What you are asked to do: Please report how many lines below contain "bottom", writing nothing except the number.
++++ Supplied entries ++++
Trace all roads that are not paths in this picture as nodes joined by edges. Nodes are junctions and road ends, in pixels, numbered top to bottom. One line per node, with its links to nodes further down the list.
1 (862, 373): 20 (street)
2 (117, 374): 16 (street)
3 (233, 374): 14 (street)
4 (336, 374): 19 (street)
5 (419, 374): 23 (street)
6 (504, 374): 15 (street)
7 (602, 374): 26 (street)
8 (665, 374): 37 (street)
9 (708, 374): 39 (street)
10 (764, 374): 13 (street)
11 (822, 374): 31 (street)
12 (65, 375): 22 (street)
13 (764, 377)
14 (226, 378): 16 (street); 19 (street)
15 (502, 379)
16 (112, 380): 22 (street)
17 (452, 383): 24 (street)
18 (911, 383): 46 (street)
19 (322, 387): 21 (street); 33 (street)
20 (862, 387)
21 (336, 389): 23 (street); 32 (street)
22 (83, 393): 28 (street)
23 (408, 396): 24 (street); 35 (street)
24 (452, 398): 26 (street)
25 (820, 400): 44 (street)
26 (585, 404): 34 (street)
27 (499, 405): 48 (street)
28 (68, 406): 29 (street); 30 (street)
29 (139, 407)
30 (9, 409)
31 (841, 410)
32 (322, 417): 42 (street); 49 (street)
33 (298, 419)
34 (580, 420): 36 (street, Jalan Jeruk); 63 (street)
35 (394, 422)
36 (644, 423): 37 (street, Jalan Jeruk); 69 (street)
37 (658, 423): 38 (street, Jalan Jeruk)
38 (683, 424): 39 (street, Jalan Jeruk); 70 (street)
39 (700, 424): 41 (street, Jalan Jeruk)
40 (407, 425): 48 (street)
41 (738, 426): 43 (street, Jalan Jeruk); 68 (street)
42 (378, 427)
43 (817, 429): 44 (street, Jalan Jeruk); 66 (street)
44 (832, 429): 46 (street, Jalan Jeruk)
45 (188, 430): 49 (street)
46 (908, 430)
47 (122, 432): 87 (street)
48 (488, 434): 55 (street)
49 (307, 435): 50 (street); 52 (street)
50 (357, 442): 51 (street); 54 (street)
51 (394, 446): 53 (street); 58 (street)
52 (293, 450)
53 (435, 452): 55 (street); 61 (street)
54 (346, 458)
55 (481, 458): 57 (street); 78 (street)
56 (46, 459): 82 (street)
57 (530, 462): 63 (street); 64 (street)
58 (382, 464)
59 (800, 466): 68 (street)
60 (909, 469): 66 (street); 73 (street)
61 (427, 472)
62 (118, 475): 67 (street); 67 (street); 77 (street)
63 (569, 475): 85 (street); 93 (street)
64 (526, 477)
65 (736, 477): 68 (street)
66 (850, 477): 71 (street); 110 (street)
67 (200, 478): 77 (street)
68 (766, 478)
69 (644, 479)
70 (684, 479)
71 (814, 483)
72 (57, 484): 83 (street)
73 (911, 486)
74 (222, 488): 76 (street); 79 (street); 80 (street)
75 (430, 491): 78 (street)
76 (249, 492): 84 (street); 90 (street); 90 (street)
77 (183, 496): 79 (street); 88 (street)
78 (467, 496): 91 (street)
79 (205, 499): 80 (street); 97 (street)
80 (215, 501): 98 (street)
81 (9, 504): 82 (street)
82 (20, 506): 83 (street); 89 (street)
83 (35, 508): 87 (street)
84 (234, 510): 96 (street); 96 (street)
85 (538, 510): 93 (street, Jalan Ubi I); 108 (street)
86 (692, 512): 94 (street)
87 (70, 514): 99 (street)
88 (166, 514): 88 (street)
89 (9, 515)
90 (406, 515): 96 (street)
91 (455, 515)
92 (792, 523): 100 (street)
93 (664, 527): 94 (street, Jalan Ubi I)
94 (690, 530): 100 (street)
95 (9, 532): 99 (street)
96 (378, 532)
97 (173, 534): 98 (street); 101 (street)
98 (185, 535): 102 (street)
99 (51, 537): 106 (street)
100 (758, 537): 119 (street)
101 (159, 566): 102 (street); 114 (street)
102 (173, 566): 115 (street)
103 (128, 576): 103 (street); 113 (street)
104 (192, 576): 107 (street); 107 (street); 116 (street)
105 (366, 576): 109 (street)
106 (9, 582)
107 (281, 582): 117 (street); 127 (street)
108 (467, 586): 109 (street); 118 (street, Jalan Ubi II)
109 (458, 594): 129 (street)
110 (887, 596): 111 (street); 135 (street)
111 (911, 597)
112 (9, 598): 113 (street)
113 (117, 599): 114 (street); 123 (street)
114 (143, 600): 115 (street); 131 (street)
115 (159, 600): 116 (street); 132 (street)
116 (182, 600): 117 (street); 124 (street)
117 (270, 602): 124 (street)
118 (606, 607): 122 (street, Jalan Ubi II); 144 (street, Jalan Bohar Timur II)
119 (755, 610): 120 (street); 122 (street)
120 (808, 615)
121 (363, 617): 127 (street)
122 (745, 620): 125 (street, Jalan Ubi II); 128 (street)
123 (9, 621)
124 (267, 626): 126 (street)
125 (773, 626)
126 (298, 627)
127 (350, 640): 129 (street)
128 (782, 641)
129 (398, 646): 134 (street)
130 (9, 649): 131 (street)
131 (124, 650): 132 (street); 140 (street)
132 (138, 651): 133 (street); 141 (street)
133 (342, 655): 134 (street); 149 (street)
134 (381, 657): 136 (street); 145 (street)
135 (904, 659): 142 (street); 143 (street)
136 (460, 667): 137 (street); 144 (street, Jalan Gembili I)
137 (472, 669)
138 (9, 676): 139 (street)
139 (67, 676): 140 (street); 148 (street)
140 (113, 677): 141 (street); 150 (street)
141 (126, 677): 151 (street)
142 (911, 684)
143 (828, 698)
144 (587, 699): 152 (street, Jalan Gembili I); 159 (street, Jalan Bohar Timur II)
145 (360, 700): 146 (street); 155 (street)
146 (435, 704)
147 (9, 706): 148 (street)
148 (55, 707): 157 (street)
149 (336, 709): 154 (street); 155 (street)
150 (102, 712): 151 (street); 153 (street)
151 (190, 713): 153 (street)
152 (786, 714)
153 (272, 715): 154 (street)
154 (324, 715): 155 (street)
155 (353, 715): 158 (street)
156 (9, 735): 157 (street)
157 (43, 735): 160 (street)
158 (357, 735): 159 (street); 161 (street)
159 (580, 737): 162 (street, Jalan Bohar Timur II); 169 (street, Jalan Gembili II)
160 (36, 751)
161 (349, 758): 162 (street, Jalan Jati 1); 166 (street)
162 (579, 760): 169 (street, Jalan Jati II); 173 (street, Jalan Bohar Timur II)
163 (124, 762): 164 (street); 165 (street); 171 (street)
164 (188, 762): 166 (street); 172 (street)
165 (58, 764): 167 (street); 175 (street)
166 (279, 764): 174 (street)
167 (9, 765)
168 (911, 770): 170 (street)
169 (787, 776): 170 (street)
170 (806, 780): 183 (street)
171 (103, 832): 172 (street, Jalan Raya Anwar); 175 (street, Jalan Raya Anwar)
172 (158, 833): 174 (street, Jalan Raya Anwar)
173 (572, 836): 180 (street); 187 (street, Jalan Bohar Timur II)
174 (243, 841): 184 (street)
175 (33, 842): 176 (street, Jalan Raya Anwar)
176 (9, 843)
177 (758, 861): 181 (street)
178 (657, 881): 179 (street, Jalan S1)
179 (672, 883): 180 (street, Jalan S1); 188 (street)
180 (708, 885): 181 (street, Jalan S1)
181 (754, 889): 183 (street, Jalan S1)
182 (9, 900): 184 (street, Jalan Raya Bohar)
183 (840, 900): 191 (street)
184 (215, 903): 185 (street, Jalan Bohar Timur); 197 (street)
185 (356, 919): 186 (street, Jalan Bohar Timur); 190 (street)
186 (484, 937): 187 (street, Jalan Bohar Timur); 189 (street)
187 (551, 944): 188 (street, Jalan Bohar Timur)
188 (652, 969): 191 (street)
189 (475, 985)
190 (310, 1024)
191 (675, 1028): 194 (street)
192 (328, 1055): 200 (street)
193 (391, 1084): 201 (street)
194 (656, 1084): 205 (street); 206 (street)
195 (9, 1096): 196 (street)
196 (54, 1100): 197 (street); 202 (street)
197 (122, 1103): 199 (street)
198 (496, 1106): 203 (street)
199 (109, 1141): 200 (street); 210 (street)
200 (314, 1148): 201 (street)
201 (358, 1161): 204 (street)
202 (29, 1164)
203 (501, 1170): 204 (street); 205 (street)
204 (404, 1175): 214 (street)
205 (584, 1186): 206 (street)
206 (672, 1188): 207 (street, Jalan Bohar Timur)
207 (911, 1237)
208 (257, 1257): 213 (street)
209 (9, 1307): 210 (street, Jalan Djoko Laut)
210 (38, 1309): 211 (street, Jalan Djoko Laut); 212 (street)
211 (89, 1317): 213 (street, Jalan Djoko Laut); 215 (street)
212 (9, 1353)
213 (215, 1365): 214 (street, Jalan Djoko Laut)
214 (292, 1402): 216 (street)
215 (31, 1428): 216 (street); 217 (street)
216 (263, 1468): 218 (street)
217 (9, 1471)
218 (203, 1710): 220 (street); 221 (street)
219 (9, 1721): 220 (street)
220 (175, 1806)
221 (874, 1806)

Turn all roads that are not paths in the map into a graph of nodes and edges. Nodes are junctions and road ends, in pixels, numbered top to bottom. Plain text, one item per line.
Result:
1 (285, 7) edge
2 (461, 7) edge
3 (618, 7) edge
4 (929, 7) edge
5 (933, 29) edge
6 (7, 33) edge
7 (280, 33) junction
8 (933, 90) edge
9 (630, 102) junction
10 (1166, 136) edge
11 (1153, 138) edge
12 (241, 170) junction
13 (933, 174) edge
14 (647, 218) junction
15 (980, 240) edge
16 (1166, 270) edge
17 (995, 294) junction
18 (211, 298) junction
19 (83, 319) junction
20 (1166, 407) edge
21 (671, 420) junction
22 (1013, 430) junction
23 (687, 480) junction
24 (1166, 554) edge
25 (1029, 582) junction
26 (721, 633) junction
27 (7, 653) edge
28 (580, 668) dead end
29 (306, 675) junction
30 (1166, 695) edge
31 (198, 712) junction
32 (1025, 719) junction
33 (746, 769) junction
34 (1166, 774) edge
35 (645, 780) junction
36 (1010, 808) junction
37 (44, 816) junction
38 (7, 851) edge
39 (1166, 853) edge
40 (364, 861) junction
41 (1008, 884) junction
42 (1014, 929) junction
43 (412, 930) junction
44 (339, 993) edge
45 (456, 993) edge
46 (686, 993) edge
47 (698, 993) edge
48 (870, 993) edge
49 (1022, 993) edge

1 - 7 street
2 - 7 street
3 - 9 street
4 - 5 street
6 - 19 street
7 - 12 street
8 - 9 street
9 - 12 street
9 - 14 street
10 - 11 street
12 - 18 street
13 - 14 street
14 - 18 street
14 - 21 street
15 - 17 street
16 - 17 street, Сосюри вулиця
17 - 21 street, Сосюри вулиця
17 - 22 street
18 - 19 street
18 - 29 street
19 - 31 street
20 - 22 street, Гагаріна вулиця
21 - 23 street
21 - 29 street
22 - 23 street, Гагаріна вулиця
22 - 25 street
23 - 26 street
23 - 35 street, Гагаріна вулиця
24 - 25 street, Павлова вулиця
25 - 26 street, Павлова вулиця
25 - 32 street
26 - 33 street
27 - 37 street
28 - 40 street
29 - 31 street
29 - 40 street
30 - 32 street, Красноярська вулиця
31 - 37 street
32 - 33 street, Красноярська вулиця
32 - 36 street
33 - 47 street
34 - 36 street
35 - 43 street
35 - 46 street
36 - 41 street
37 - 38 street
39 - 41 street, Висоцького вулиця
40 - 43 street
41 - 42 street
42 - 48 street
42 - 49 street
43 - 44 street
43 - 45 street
++++
The completed task: 2